Bev Priestman’s side secured their first gold medal success with a thrilling penalty shoot-out victory over Sweden in Yokohama, Japan, having claimed bronze at the 2012 and 2016 Games.
Beckie (celebrating her three-year anniversary with the Club) played a key role in her side’s tournament triumph, scoring a brace in the crucial group stage victory over Chile, and although days have passed since the incredible Final, she revealed the squad are still in awe of their achievement.
“It still hasn’t sunk in!” she admitted. “I have the medal – it’s in my purse! I’m carrying it around!
“We literally keep saying to each other: ‘We won! We’ve won a gold medal! Can you believe it?!’
“It doesn’t feel real – probably because we’ve been in such a small bubble. We saw people in the Olympic Village but only other athletes – we haven’t been in the real world yet!
“I think it will hit me when I get home and see my family. I’ve heard from a lot of people, which has been really nice, but I’ve tried to be present for the last three days, soaking it all in.
“I haven’t even had chance to get back to everyone but hopefully, when things start winding down, I’ll have some time!”
The coveted prize was clinched in the most dramatic of circumstances – the colour of the medal decided on a single kick.
Both sides were guaranteed at least a silver medal from the Final and following a tense 120 minutes of play – with the two teams deadlocked at 1-1 – a penalty shoot-out was required to determine the winner.
Although Beckie had been substituted earlier in the game and so did not have to step up to take a spot-kick, she says she experienced every single emotion in an ‘anxiety-riddled’ game – one that saw Sweden one successful strike away from securing gold.
With the Blågult leading 2-1 after four penalties apiece – Stephanie Labbe and Hedvig Lindahl both saving two – Caroline Seger spurned the chance to win the game, blazing over the crossbar, before Deanne Rose converted to send the game to sudden death.
Jonna Andersson then saw her effort thwarted by Labbe and 20-year-old Julia Grosso drilled home to win the game for Canada.
Needless to say, Beckie’s heart was pounding throughout!
“It was probably the most anxiety-riddled game I’ve ever been part of!” she reflected. “I probably hit my maximum heart rate on the sideline!
“It was really severe changes of momentum. Plus, it was super hot and everyone was exhausted!
“It wasn’t in our hands and then all of a sudden, one kick is missed and it’s back in our favour!
“Our goalkeeper was the MVP (Most Valuable Player) of the tournament for us – she stepped up big time.
“Then we have a super young player score the winning penalty!

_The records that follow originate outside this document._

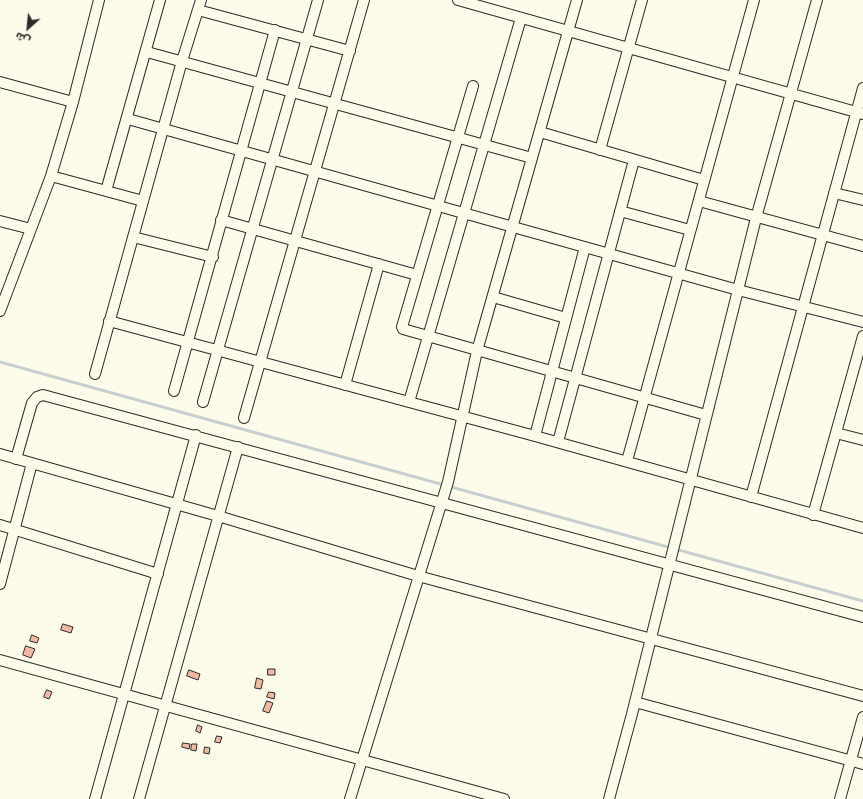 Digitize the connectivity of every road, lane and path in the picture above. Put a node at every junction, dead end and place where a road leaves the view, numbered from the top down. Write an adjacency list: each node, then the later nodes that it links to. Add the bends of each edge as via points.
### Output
1 (99, 0): 26 (street)
2 (160, 0): 17 (street)
3 (318, 0): 14 (street)
4 (364, 0): 16 (street)
5 (458, 0): 11 (street)
6 (577, 0): 13 (street)
7 (642, 0): 15 (street)
8 (754, 0): 19 (street)
9 (817, 0): 25 (street)
10 (200, 5): 12 (street); 18 (street)
11 (520, 18): 13 (street); 33 (street)
12 (275, 30): 14 (street); 21 (street)
13 (568, 31): 15 (street); 31 (street)
14 (307, 39): 16 (street); 24 (street)
15 (629, 49): 19 (street); 35 (street)
16 (350, 51): 27 (street)
17 (147, 52): 18 (street); 29 (street)
18 (182, 61): 21 (street); 30 (street)
19 (733, 78): 25 (street); 41 (street)
20 (0, 82): 26 (street)
21 (261, 83): 24 (street); 34 (street)
22 (473, 86): 32 (street)
23 (863, 88): 28 (street)
24 (292, 92): 27 (street); 37 (street)
25 (790, 94): 28 (street); 50 (street)
26 (73, 102): 40 (street)
27 (334, 104): 32 (street); 39 (street)
28 (860, 113): 43 (street)
29 (128, 119): 30 (street); 42 (street)
30 (163, 128): 34 (street); 45 (street)
31 (540, 132): 35 (street); 36 (street)
32 (458, 138): 33 (street); 47 (street)
33 (484, 145): 36 (street); 49 (street)
34 (242, 150): 37 (street); 51 (street)
35 (600, 150): 38 (street)
36 (532, 158): 53 (street)
37 (273, 159): 39 (street); 55 (street)
38 (634, 160): 41 (street); 48 (street)
39 (315, 171): 47 (street); 59 (street)
40 (51, 176): 42 (street); 54 (street)
41 (704, 180): 46 (street)
42 (106, 191): 45 (street)
43 (834, 193): 44 (street); 57 (street)
44 (863, 200)
45 (143, 201): 58 (street)
46 (698, 201): 50 (street); 56 (street)
47 (438, 205): 49 (street); 66 (street)
48 (620, 211): 56 (street); 62 (street)
49 (464, 212): 53 (street); 76 (street)
50 (756, 218): 57 (street); 68 (street)
51 (221, 220): 55 (street); 63 (street)
52 (0, 221): 54 (street)
53 (513, 226): 61 (street); 69 (street)
54 (31, 229): 67 (street)
55 (253, 229): 59 (street); 78 (street)
56 (690, 230): 65 (street)
57 (822, 235): 60 (street); 70 (street)
58 (133, 237): 63 (street); 73 (street)
59 (295, 241): 64 (street); 80 (street)
60 (863, 246)
61 (585, 247): 62 (street); 72 (street)
62 (609, 253): 65 (street); 83 (street)
63 (213, 257): 77 (street)
64 (379, 264): 66 (street); 84 (street)
65 (678, 273): 68 (street); 86 (street)
66 (417, 275): 76 (street, via 402,327 405,331)
67 (4, 288): 71 (street)
68 (738, 290): 70 (street); 89 (street)
69 (493, 297): 72 (street); 79 (street)
70 (802, 306): 74 (street); 103 (street)
71 (0, 311)
72 (566, 318): 81 (street)
73 (109, 322): 77 (street); 82 (street)
74 (863, 322)
75 (863, 336): 92 (street)
76 (428, 338): 79 (street); 88 (street)
77 (188, 342): 78 (street); 85 (street)
78 (218, 351): 80 (street); 87 (street)
79 (477, 351): 81 (street); 90 (street)
80 (260, 362): 84 (street); 91 (street)
81 (552, 372): 83 (street); 94 (street)
82 (95, 374)
83 (575, 378): 86 (street); 96 (street)
84 (345, 385): 88 (street)
85 (174, 391)
86 (645, 398): 89 (street); 100 (street)
87 (203, 402)
88 (409, 402): 90 (street)
89 (706, 415): 102 (street)
90 (462, 416): 94 (street); 104 (street, via 450,475)
91 (244, 418)
92 (836, 433): 95 (street); 106 (street)
93 (196, 435): 97 (street); 99 (street, via 43,394 32,402); 105 (street)
94 (535, 436): 96 (street)
95 (863, 440)
96 (558, 442): 100 (street)
97 (238, 447): 104 (street); 107 (street)
98 (0, 454): 99 (street)
99 (16, 458): 101 (street)
100 (627, 461): 102 (street)
101 (32, 463): 105 (street); 110 (street)
102 (690, 480): 103 (street); 111 (street)
103 (751, 497): 106 (street)
104 (440, 503): 111 (street); 113 (street)
105 (177, 504): 107 (street); 112 (street)
106 (813, 515): 109 (street)
107 (218, 516): 113 (street); 121 (street)
108 (0, 525): 110 (street)
109 (863, 528)
110 (14, 529): 112 (street); 114 (street)
111 (669, 565): 115 (street); 116 (street)
112 (158, 574): 118 (street)
113 (418, 576): 116 (street); 123 (street)
114 (0, 584)
115 (863, 617)
116 (650, 639): 119 (street); 120 (street)
117 (0, 660): 118 (street)
118 (124, 693): 121 (street); 126 (street)
119 (863, 696)
120 (635, 702): 124 (street); 130 (street)
121 (166, 704): 123 (street); 127 (street)
122 (863, 717): 124 (street)
123 (361, 759): 128 (street); 129 (street)
124 (851, 760): 125 (street); 131 (street)
125 (863, 764)
126 (95, 799)
127 (139, 799)
128 (350, 799)
129 (504, 799)
130 (609, 799)
131 (840, 799)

“It was a rollercoaster of emotions – disappointment when they scored (in normal time), elation when we scored… then 30 more minutes and then penalties, which is a whole new level of anxiety!
“This is one of the first times I’ve actually talked about the game and I can feel the anxiety as I’m reliving it!”
The magic moment of Grosso’s penalty will be one that the whole of Canada will never forget.
With so much riding on a solitary kick, how would Beckie describe the feeling of watching it hit the back of the net to win a gold medal for her country?
“I just got chills thinking about it!” she laughed. “There are no words.
“We had a quarter-final, semi-final and Final that all ended in really exciting fashion and that emotion never gets old!
“It was a really special moment to share with everyone and the way it happened – with the veteran players coming together with the younger players – and for it to be won with the final penalty, it was such a nice way to write the end of the story.
“It feels like we’ve been here forever but at the same time, it’s gone by so fast! Looking back, each game was like its own tournament – each one had so much emotion, focus, concentration, preparation…
“When you look at it as a whole, it feels like a massive achievement: to have played six games and not lost, to have conceded so few goals and to walk away with a gold medal.
“It’s been an honour to play in the Olympics after such a difficult time around the world. Hopefully, we – and not just football; every sport – have brought some joy to the world after such a hard year.”
Hear more from Janine later in the week in our exclusive Q&A…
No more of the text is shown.